Department of Homeland Security Releases FY13 Intellectual Property Rights Enforcement Statistics

On Monday, March 24th, 2014 the U.S. Department of Homeland Security (D.H.S.)released its FY13 intellectual property rights enforcement statistics, signaling tremendous efforts by the U.S. government to address the growing threat of intellectual property rights violations through counterfeiting and illicit content distribution in the United States and internationally. Counterfeit goods and intellectual property rights (IPR) violations are not a victimless crime. The illegal distribution of online content, counterfeit goods and other forms of IPR violations deny the creators of intellectual property compensation for their work, draining billions of dollars from the legal economy annually.
According to D.H.S., in 2013 the agency reported a seven percent increase in IPR seizures since 2012 and a 38% increase in the value of said seizures in terms of the manufacturers’ suggested retail price (MSRP), totaling $1.74 billion compared to $1.26 billion in 2012. Additionally, according to DHS, “1413 domain names distributing counterfeit merchandise were seized, 35 exclusion order enforcement actions were completed and 20 shipments of circumvention devices were seized.”

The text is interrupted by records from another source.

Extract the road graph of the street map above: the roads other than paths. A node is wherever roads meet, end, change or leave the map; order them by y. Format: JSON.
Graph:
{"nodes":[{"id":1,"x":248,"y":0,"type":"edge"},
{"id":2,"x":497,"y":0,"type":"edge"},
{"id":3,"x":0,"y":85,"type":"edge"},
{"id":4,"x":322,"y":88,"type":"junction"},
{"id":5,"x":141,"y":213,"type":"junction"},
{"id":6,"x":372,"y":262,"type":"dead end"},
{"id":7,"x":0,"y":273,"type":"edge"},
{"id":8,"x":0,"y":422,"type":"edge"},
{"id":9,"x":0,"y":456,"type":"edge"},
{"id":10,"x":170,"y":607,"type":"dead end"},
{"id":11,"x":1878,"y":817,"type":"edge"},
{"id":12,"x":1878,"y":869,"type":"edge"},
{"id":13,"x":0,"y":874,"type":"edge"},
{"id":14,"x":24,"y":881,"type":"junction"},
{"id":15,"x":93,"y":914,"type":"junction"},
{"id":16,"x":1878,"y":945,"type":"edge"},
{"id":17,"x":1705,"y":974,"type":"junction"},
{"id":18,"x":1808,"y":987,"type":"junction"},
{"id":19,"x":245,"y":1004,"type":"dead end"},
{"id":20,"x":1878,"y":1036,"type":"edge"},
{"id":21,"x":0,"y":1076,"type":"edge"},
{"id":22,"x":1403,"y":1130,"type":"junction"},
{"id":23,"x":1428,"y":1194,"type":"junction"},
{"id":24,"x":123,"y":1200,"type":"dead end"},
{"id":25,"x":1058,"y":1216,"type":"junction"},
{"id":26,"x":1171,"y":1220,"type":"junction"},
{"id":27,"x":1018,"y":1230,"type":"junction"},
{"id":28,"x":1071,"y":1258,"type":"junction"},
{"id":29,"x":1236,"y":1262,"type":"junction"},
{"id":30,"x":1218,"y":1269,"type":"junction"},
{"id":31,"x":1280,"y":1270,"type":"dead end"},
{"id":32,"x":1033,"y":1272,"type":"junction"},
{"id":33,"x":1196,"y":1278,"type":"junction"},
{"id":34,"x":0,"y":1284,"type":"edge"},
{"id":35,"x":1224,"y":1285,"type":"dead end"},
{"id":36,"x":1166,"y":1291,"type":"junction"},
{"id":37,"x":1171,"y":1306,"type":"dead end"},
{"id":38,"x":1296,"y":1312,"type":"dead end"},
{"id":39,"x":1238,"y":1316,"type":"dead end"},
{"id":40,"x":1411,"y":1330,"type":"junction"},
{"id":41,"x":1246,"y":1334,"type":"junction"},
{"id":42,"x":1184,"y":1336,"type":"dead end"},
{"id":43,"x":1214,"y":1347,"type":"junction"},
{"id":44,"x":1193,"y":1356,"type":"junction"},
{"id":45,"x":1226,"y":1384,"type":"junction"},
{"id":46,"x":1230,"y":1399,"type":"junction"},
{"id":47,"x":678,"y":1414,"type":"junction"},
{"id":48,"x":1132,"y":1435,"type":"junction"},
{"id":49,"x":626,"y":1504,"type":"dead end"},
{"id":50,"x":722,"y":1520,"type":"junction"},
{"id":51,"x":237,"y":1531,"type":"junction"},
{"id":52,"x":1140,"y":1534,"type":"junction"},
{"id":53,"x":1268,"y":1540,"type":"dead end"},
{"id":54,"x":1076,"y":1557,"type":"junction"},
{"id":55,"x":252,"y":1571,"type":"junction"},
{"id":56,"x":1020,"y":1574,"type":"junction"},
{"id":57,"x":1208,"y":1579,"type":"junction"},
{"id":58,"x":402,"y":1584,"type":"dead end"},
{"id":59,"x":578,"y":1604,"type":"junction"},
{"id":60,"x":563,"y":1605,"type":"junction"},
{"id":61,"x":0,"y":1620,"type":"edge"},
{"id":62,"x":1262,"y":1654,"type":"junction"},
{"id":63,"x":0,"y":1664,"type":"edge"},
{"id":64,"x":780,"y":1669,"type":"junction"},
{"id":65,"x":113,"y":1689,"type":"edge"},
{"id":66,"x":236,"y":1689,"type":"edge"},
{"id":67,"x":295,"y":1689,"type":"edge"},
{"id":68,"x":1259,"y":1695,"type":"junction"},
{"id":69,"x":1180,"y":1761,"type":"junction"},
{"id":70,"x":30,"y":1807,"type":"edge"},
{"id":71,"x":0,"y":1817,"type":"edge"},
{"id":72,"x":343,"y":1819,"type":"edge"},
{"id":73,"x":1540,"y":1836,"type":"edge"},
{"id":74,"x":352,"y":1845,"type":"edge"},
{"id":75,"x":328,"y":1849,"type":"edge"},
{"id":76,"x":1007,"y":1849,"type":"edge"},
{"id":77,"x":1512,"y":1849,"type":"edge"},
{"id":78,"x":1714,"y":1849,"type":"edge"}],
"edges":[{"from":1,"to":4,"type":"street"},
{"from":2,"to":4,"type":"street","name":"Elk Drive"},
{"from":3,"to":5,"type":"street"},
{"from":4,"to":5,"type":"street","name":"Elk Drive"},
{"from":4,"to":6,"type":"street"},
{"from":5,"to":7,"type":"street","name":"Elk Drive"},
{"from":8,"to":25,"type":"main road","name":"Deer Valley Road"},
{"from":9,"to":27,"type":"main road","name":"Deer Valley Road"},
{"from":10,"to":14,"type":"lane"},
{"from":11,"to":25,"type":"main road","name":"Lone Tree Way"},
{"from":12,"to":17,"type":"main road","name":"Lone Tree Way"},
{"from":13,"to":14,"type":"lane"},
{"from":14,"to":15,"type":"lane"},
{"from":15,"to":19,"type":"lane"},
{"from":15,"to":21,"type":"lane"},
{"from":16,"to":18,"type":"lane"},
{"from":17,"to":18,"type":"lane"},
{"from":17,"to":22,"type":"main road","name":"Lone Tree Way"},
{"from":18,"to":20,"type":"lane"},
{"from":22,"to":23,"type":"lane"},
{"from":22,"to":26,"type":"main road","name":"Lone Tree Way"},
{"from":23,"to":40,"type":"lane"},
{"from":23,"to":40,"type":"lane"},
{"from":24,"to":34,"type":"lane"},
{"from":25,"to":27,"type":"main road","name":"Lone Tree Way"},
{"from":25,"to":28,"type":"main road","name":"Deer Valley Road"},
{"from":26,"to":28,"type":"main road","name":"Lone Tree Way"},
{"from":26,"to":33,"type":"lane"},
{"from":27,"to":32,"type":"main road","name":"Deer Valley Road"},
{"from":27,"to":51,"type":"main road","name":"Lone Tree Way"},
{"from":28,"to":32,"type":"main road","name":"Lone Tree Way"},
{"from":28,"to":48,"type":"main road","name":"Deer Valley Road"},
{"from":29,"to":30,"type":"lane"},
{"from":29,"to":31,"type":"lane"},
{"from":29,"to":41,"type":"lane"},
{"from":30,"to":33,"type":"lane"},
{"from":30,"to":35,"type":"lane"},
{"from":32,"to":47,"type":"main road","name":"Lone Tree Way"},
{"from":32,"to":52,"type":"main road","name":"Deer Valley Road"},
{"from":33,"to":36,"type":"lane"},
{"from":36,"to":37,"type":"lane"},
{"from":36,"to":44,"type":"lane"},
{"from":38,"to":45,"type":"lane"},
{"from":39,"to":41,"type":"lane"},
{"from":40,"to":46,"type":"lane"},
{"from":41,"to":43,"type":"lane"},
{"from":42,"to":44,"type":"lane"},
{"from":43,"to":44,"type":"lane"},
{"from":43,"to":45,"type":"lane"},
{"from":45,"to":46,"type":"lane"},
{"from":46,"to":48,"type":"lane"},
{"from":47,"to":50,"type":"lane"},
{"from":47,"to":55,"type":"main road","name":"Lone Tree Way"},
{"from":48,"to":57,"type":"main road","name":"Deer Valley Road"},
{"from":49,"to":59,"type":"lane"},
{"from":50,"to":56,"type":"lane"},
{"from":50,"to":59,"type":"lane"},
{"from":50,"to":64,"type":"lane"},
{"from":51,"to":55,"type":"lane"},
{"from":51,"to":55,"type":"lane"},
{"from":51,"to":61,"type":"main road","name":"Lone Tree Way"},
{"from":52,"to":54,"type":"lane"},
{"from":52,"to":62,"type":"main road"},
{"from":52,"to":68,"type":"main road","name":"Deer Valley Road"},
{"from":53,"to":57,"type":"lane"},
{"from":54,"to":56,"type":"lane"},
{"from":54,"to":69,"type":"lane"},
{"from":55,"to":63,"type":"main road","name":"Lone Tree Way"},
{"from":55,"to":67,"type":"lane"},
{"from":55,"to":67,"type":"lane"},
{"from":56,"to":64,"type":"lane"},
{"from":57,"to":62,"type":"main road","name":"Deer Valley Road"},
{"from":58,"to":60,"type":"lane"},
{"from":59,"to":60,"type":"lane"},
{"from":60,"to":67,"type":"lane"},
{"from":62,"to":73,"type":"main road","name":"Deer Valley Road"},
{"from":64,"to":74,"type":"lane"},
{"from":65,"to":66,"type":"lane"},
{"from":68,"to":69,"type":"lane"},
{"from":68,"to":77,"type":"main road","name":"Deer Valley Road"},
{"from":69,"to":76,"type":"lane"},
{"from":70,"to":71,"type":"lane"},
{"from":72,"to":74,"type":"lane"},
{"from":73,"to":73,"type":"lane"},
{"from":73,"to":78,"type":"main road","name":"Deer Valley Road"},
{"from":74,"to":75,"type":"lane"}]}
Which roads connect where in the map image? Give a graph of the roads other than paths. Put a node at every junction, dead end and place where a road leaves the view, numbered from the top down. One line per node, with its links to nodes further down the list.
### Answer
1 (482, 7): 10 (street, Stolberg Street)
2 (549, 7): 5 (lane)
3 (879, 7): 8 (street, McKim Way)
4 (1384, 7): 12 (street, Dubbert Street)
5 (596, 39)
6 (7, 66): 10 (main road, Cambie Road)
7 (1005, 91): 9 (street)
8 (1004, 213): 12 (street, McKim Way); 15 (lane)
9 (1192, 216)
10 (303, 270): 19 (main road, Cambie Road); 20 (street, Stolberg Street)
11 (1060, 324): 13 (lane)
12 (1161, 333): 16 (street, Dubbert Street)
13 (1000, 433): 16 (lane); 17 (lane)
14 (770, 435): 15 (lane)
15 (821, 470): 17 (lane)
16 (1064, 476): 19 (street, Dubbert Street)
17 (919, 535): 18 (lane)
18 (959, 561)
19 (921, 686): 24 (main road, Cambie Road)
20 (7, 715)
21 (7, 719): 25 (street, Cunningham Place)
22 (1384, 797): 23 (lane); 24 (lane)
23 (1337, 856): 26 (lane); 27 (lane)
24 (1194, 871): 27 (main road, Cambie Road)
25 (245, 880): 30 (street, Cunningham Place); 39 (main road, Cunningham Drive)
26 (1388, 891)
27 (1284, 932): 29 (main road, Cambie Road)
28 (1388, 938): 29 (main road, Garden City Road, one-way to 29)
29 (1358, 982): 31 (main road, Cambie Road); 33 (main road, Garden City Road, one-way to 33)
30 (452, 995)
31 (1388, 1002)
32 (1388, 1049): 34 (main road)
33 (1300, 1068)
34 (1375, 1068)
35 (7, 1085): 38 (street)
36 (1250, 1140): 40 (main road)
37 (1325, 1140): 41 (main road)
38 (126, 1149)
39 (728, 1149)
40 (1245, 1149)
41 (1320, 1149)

The interagency and international efforts led by the National Intellectual Property Rights Coordination Center have led to 693 arrests, 411 indictments, and 465 convictions for IPR related crimes in 2013 alone. However despite the tremendous work in fighting IPR crimes, the problem persists and must be combatted zealously in order to stop counterfeit goods from entering the market. If IPR crimes are to be addressed there must be continued pressure placed upon other countries to enforce the integrity of intellectual property rights. While China remains the largest supplier for counterfeit goods seized by DHS in FY13 (totaling $1.1 billion), 73 additional countries have been the source of DHS seizures.
In 2013, handbags and wallets were the number one counterfeit good seized in terms of MSRP, while watches/ jewelry and consumer electronics/parts ranked second and third respectively. Such counterfeit goods do not only hurt producers, but also harm consumers as well. Consumers end up paying for poor quality goods and potentially harmful products such as counterfeit electronics which have been known to damage computers, threatening the public safety due to the potential to corrupt “critical infrastructure systems.” Equally concerning, if not more so is the quantity of counterfeit pharmaceuticals and personal care products. Equaling the fifth largest share of counterfeits seized in terms of MSRP, pharmaceuticals and personal care products account for the fourth most seizures by the government. The large prevalence for counterfeit medication and products directly threatens the health of consumers and integrity of the healthcare system and must be stopped.
While the recent support from DHS is promising, there is still much work to be done. We must work with other countries to safeguard IPR in order to protect not simply businesses, but the safety of consumers internationally. If we are to see any improvement in IPR protection there must be continued pressure by the U.S. government on source economies of counterfeit goods, especially China, Hong Kong, and India (who has now become the thirds largest source economy for counterfeit goods in terms of MSRP).